Régisseur sur les plateaux de Luc Besson, assistant monteur, figurant, réalisateur de courts métrages, Romain Nicolas, après de nombreuses tentatives d’écriture de scénarios, décide qu’il est prêt et voici donc son premier long métrage. Par les temps qui courent, il en faut du courage et de la détermination et le dossier de presse raconte cette aventure presque comme un conte de fées : « En effet, son scénario et son discours de fou raisonnable séduisent. Des techniciens, des comédiens, expérimentés ou non, sont prêts à se jeter dans Les Épines. Il rencontre Alain Mayor qui, pris par ces enthousiasmes communicatifs, fait entrer des partenaires en coproduction et leur donne les moyens de passer à l’acte. » Agnès Soral, actrice magnifique et chevronnée, est elle aussi séduite et entre à son tour dans le projet comme actrice principale et participe même au budget en devenant coproductrice.
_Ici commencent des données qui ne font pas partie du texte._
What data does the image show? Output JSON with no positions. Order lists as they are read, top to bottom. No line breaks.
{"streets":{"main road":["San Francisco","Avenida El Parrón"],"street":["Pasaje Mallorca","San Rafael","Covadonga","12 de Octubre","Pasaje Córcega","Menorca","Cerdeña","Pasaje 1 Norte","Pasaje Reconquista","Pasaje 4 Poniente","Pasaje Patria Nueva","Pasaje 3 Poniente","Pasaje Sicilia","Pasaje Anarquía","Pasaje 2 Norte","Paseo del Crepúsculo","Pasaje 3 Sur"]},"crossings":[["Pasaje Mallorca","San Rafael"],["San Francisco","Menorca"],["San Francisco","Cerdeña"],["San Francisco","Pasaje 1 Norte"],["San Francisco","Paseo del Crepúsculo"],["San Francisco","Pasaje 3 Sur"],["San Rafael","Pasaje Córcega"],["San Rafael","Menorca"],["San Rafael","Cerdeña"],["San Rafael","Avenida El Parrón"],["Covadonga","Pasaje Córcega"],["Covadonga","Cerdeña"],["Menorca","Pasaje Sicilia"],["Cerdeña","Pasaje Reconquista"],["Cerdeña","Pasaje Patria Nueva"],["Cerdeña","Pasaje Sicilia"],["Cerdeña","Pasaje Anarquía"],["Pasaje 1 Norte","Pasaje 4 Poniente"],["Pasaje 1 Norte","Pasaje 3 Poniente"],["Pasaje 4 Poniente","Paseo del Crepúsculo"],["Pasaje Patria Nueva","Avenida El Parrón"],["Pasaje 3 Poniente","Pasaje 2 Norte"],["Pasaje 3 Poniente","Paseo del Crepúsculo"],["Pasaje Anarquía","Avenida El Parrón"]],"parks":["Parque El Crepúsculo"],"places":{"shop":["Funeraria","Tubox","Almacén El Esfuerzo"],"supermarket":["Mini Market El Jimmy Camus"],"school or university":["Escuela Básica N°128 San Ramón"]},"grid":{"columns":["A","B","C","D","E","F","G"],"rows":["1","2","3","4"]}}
Alors, hormis cette belle histoire de coproduction participative, Par les épines se pose comme film choral et s’en donne les moyens. On sent que le jeune réalisateur est amoureux de ses personnages, de son histoire, qu’il y tient, mais quelque chose, un petit je-ne-sais-quoi manque pour que le film tienne la route jusqu’au bout. Peut-être un manque de maturité, ou de moyens. Peu importe, on peut dire qu’un cinéaste (un de plus !) est né et qu’il nous surprendra sans doute s’il abandonne aux orties, voire aux épines, des tics peut-être empruntés à de plus grands réalisateurs et qui lui font de l’ombre. Car, et c’est sans doute le plus difficile en débutant, il faut trouver son propre style.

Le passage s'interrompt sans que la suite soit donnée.